How to get the coordinates of the intersection of two lines from a ListLinePlot?

The internal function Graphics`Mesh`FindIntersections has limitations that are not well understood, but it can be applied directly to plots. For normal plots, it has always worked for me.
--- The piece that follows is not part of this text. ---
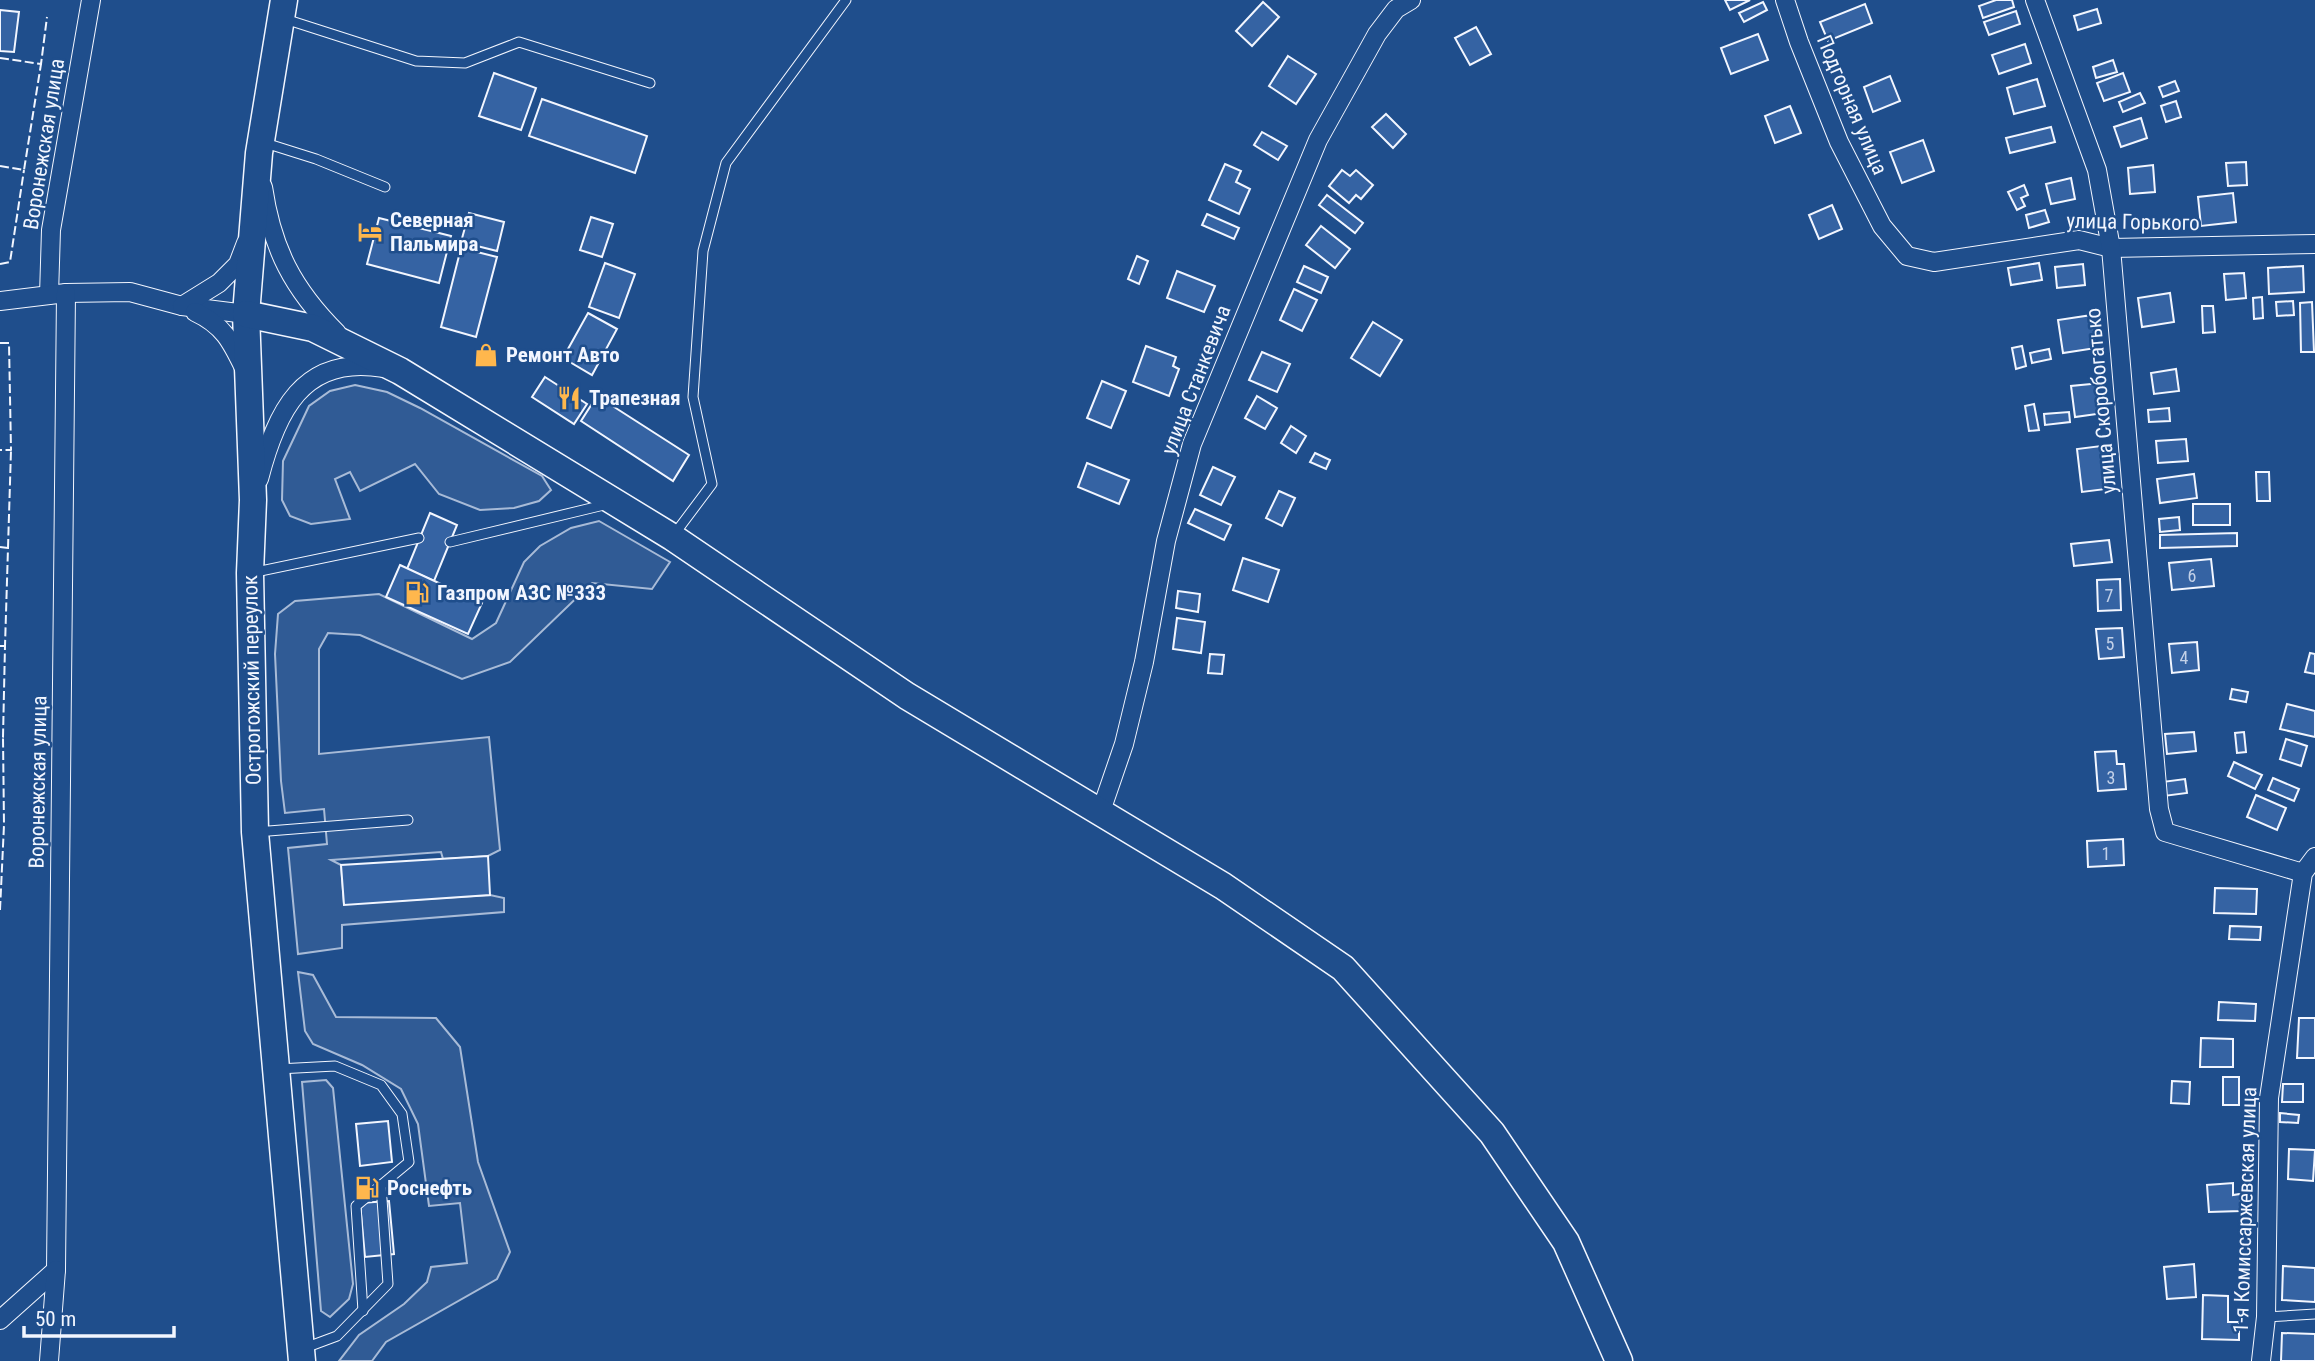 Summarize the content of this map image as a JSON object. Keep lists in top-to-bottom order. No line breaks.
{"streets":{"main road":["Острогожский переулок"],"street":["Подгорная улица","Воронежская улица","улица Горького","улица Станкевича","улица Скоробогатько","1-я Комиссаржевская улица"]},"crossings":[["Подгорная улица","улица Горького"],["улица Горького","улица Скоробогатько"],["улица Скоробогатько","1-я Комиссаржевская улица"]],"places":{"hotel":["Северная Пальмира"],"shop":["Ремонт Авто"],"restaurant":["Трапезная"],"fuel station":["Газпром АЗС №333","Роснефть"]},"house_numbers":["6","7","5","4","3","1"],"scale_bar":"50 m"} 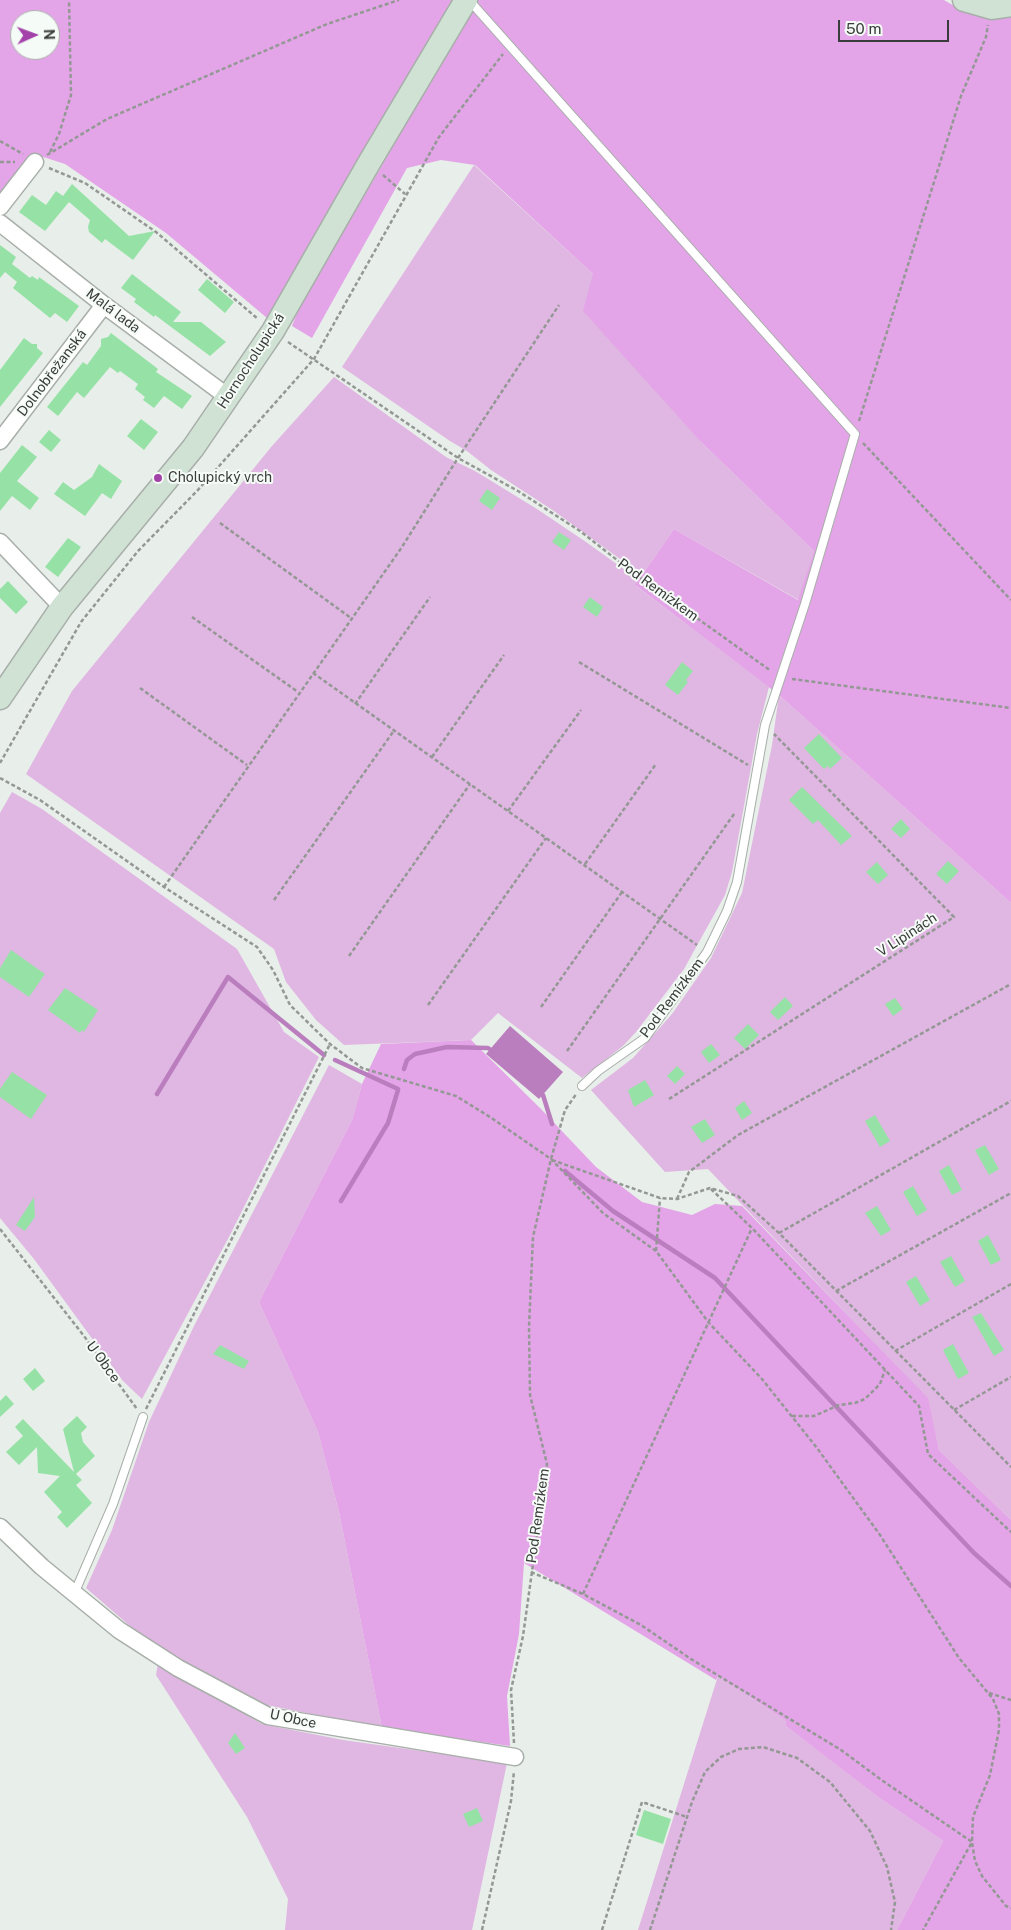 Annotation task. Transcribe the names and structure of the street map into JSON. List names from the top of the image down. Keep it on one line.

It will find all the intersections, too, if there are more than one.

lst1 = Table[{x, x^2}, {x, 0, 5, 0.5}];
lst2 = Table[{x, x + 3}, {x, 0, 5, 0.5}];
plot = ListLinePlot[{lst1, lst2}]

Graphics`Mesh`FindIntersections@plot
(*  {{2.28571, 5.28571}}  *)

To compare with the OP's answer using Interpolation, this method is equivalent to using InterpolationOrder -> 1.

f = Interpolation[lst1, InterpolationOrder -> 1];
g = Interpolation[lst2, InterpolationOrder -> 1];
{x, f[x]} /. FindRoot[f[x] == g[x], {x, 2.1}]
(*  {2.28571, 5.28571}  *)

The default interpolation order, which is cubic, gives a slightly different answer:

f = Interpolation[lst1];
g = Interpolation[lst2];
{x, f[x]} /. FindRoot[f[x] == g[x], {x, 2.1}]
(*  {2.30278, 5.30278}  *)

This agrees exactly with the roots of the functions used to construct the lists because those functions, x^2 and x + 3, have degrees that do not exceed the interpolation order (and there are a sufficient number of data points).

Yet another way is to use the interpolation of one set of points as an appropriate mesh function in the plot of the other.

Here

mf = Interpolation[lst2];

and

plt = ListLinePlot[lst1, MeshFunctions -> (#2 - mf[#1] &), Mesh -> {{0}}, MeshStyle -> Red]

You can then extract the point with

plt// Cases[Normal@#, Point[a_] :> a, Infinity] &
(*{{2.28571, 5.28571}}*)

Following the comment by @J.M., here is a solution:

lst1 = Table[{x, x^2}, {x, 0, 5, 0.5}];
lst2 = Table[{x, x + 3}, {x, 0, 5, 0.5}];
GraphicsRow[{ListLinePlot[{lst1, lst2}], ListPlot[{lst1, lst2}]}]
f = Interpolation[lst1];
g = Interpolation[lst2];
cords = {x = x /. FindRoot[f[x] == g[x], {x, 2.1}], f[x]}
cordsExact = {x /. FindRoot[x^2 == x + 3, {x, 2.1}], x^2}

cheers!